Below are the entries; state how many of their lines contain the string "Cambridge", and nothing more.

[Stored items]
----

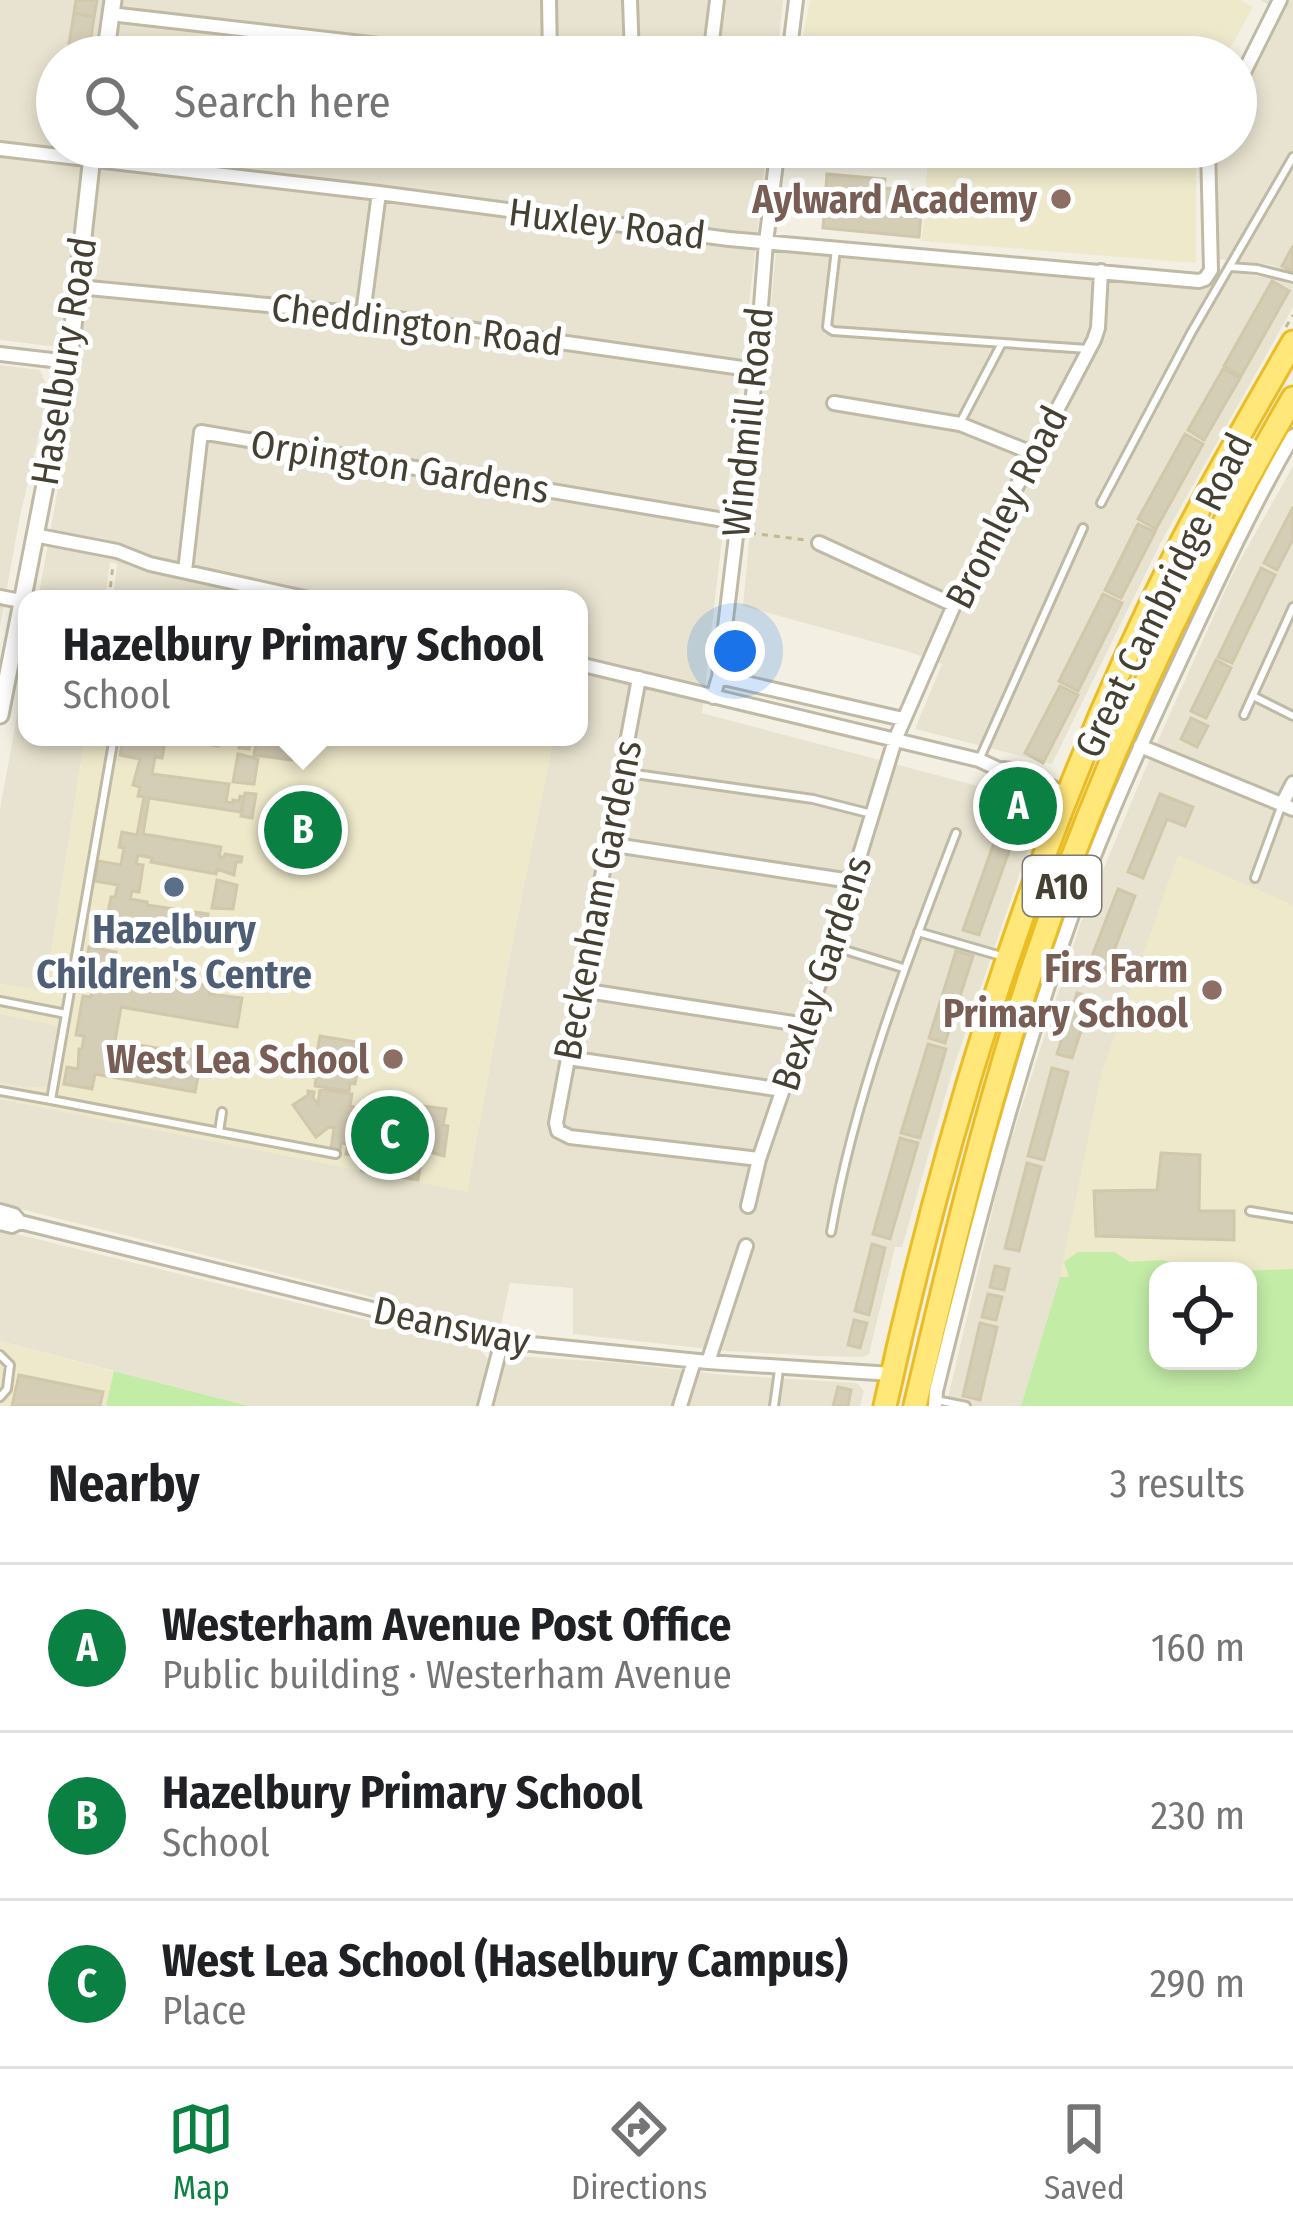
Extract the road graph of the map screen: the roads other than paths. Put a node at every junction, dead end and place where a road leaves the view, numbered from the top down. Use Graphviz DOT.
graph roads {
  1 [pos="549,0"];
  2 [pos="630,0"];
  3 [pos="717,0"];
  4 [pos="796,0"];
  5 [pos="1280,0"];
  6 [pos="112,7"];
  7 [pos="328,36"];
  8 [pos="550,36"];
  9 [pos="631,36"];
  10 [pos="713,36"];
  11 [pos="792,36"];
  12 [pos="1257,46"];
  13 [pos="0,149"];
  14 [pos="36,151"];
  15 [pos="1293,158"];
  16 [pos="91,168"];
  17 [pos="198,168"];
  18 [pos="775,168"];
  19 [pos="1209,168"];
  20 [pos="379,194"];
  21 [pos="766,242"];
  22 [pos="836,249"];
  23 [pos="1229,267"];
  24 [pos="1101,271"];
  25 [pos="1293,278"];
  26 [pos="78,287"];
  27 [pos="363,314"];
  28 [pos="1293,342"];
  29 [pos="1002,343"];
  30 [pos="1088,350"];
  31 [pos="0,354"];
  32 [pos="69,362"];
  33 [pos="756,370"];
  34 [pos="1293,398"];
  35 [pos="834,403"];
  36 [pos="960,424"];
  37 [pos="1293,436"];
  38 [pos="1032,453"];
  39 [pos="1101,503"];
  40 [pos="736,526"];
  41 [pos="1083,528"];
  42 [pos="34,535"];
  43 [pos="819,543"];
  44 [pos="185,571"];
  45 [pos="23,590"];
  46 [pos="269,590"];
  47 [pos="955,605"];
  48 [pos="1293,607"];
  49 [pos="18,617"];
  50 [pos="588,666"];
  51 [pos="719,677"];
  52 [pos="639,678"];
  53 [pos="1253,696"];
  54 [pos="713,697"];
  55 [pos="809,698"];
  56 [pos="0,715"];
  57 [pos="1244,715"];
  58 [pos="1293,716"];
  59 [pos="802,719"];
  60 [pos="903,719"];
  61 [pos="895,740"];
  62 [pos="112,746"];
  63 [pos="1140,746"];
  64 [pos="979,760"];
  65 [pos="621,772"];
  66 [pos="1293,783"];
  67 [pos="1067,795"];
  68 [pos="1288,806"];
  69 [pos="872,814"];
  70 [pos="956,833"];
  71 [pos="608,844"];
  72 [pos="1255,878"];
  73 [pos="851,881"];
  74 [pos="918,932"];
  75 [pos="832,946"];
  76 [pos="1007,958"];
  77 [pos="904,969"];
  78 [pos="581,990"];
  79 [pos="0,1001"];
  80 [pos="66,1014"];
  81 [pos="806,1025"];
  82 [pos="568,1058"];
  83 [pos="783,1090"];
  84 [pos="0,1091"];
  85 [pos="51,1100"];
  86 [pos="222,1112"];
  87 [pos="218,1132"];
  88 [pos="335,1154"];
  89 [pos="759,1159"];
  90 [pos="748,1206"];
  91 [pos="0,1211"];
  92 [pos="1250,1211"];
  93 [pos="1293,1218"];
  94 [pos="0,1222"];
  95 [pos="20,1222"];
  96 [pos="831,1232"];
  97 [pos="963,1245"];
  98 [pos="746,1246"];
  99 [pos="502,1341"];
  100 [pos="0,1355"];
  101 [pos="701,1362"];
  102 [pos="779,1366"];
  103 [pos="892,1374"];
  104 [pos="0,1397"];
  105 [pos="929,1404"];
  106 [pos="485,1406"];
  107 [pos="680,1406"];
  108 [pos="774,1406"];
  109 [pos="885,1406"];
  110 [pos="966,1406"];
  1 -- 8 [label="street"];
  2 -- 9 [label="street"];
  3 -- 10 [label="street"];
  4 -- 11 [label="street"];
  5 -- 12 [label="street"];
  6 -- 7 [label="street"];
  13 -- 14 [label="street, Huxley Road"];
  15 -- 23 [label="lane"];
  16 -- 26 [label="street, Haselbury Road"];
  17 -- 20 [label="street, Huxley Road"];
  18 -- 21 [label="street, Windmill Road"];
  19 -- 24 [label="street, Huxley Road"];
  20 -- 21 [label="street, Huxley Road"];
  20 -- 27 [label="street"];
  21 -- 22 [label="street, Huxley Road"];
  21 -- 33 [label="street, Windmill Road"];
  22 -- 24 [label="street, Huxley Road"];
  22 -- 29 [label="lane"];
  23 -- 25 [label="lane"];
  23 -- 39 [label="lane"];
  24 -- 30 [label="street, Bromley Road"];
  26 -- 27 [label="street, Cheddington Road"];
  26 -- 32 [label="street, Haselbury Road"];
  27 -- 33 [label="street, Cheddington Road"];
  28 -- 67 [label="highway, Great Cambridge Road / A10"];
  29 -- 30 [label="lane"];
  29 -- 36 [label="lane"];
  30 -- 38 [label="street, Bromley Road"];
  31 -- 32 [label="street"];
  32 -- 42 [label="street, Haselbury Road"];
  33 -- 40 [label="street, Windmill Road"];
  34 -- 97 [label="highway, Great Cambridge Road / A10"];
  35 -- 36 [label="street"];
  36 -- 38 [label="street"];
  37 -- 63 [label="street"];
  38 -- 47 [label="street, Bromley Road"];
  40 -- 44 [label="street, Orpington Gardens"];
  40 -- 51 [label="street, Windmill Road"];
  41 -- 64 [label="lane"];
  42 -- 44 [label="street"];
  42 -- 45 [label="street, Haselbury Road"];
  43 -- 47 [label="street"];
  44 -- 46 [label="street"];
  47 -- 60 [label="street, Bromley Road"];
  48 -- 53 [label="lane"];
  49 -- 56 [label="street, Haselbury Road"];
  50 -- 52 [label="street"];
  51 -- 54 [label="street, Windmill Road"];
  51 -- 55 [label="street"];
  52 -- 54 [label="street"];
  52 -- 65 [label="street, Beckenham Gardens"];
  53 -- 57 [label="lane"];
  53 -- 58 [label="lane"];
  54 -- 59 [label="street"];
  55 -- 59 [label="street"];
  55 -- 60 [label="street"];
  59 -- 61 [label="street"];
  60 -- 61 [label="street, Bromley Road"];
  61 -- 64 [label="street"];
  61 -- 69 [label="street, Bexley Gardens"];
  62 -- 80 [label="lane"];
  63 -- 68 [label="street"];
  63 -- 97 [label="street"];
  64 -- 67 [label="street"];
  65 -- 69 [label="lane"];
  65 -- 71 [label="street, Beckenham Gardens"];
  66 -- 68 [label="street"];
  67 -- 76 [label="highway, Great Cambridge Road / A10"];
  68 -- 72 [label="lane"];
  69 -- 73 [label="street, Bexley Gardens"];
  70 -- 74 [label="lane"];
  71 -- 73 [label="street"];
  71 -- 78 [label="street, Beckenham Gardens"];
  73 -- 75 [label="street, Bexley Gardens"];
  74 -- 76 [label="lane"];
  74 -- 77 [label="lane"];
  75 -- 77 [label="lane"];
  75 -- 81 [label="street, Bexley Gardens"];
  76 -- 103 [label="highway, Great Cambridge Road / A10"];
  77 -- 96 [label="lane"];
  78 -- 81 [label="street"];
  78 -- 82 [label="street, Beckenham Gardens"];
  79 -- 80 [label="lane"];
  80 -- 85 [label="lane"];
  81 -- 83 [label="street, Bexley Gardens"];
  82 -- 83 [label="street"];
  82 -- 89 [label="street, Beckenham Gardens"];
  83 -- 89 [label="street, Bexley Gardens"];
  84 -- 85 [label="lane"];
  85 -- 87 [label="lane"];
  86 -- 87 [label="lane"];
  87 -- 88 [label="lane"];
  89 -- 90 [label="street, Bexley Gardens"];
  91 -- 95 [label="street, Deansway"];
  92 -- 93 [label="lane"];
  94 -- 95 [label="street, Deansway"];
  95 -- 99 [label="street, Deansway"];
  97 -- 105 [label="highway, Great Cambridge Road / A10"];
  98 -- 101 [label="street"];
  99 -- 101 [label="street, Deansway"];
  99 -- 106 [label="street"];
  100 -- 104 [label="lane"];
  101 -- 102 [label="street, Deansway"];
  101 -- 107 [label="street"];
  102 -- 103 [label="street, Deansway"];
  102 -- 108 [label="lane"];
  103 -- 109 [label="highway, Great Cambridge Road / A10"];
  105 -- 110 [label="lane"];
}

----

**SOLUTION TO THE PROBLEM:** 6